→ **PROBLEM TO SOLVE**
Tell how many lines in the data hold "ring", giving that figure alone.

→ **DATA FOR THIS TASK**

........

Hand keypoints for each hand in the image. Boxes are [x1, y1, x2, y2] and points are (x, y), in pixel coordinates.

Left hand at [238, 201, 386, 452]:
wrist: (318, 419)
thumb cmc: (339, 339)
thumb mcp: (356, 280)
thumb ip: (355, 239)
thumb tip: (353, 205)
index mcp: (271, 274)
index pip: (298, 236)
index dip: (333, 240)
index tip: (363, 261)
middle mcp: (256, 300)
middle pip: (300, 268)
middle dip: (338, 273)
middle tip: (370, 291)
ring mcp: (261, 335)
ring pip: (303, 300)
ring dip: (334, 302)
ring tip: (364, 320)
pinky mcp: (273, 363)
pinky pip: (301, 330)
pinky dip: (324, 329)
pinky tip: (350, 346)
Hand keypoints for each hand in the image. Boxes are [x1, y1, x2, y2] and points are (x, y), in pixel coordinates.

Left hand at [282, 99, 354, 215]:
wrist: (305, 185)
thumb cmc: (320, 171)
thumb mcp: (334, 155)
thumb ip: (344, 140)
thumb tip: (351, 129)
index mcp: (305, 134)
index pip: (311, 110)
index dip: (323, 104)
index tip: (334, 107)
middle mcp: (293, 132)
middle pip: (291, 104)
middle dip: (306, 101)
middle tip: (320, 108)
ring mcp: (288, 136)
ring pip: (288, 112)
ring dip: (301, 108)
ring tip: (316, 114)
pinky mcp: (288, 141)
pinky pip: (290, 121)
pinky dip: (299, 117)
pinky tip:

........

→ **SOLUTION FOR THIS PROBLEM**
8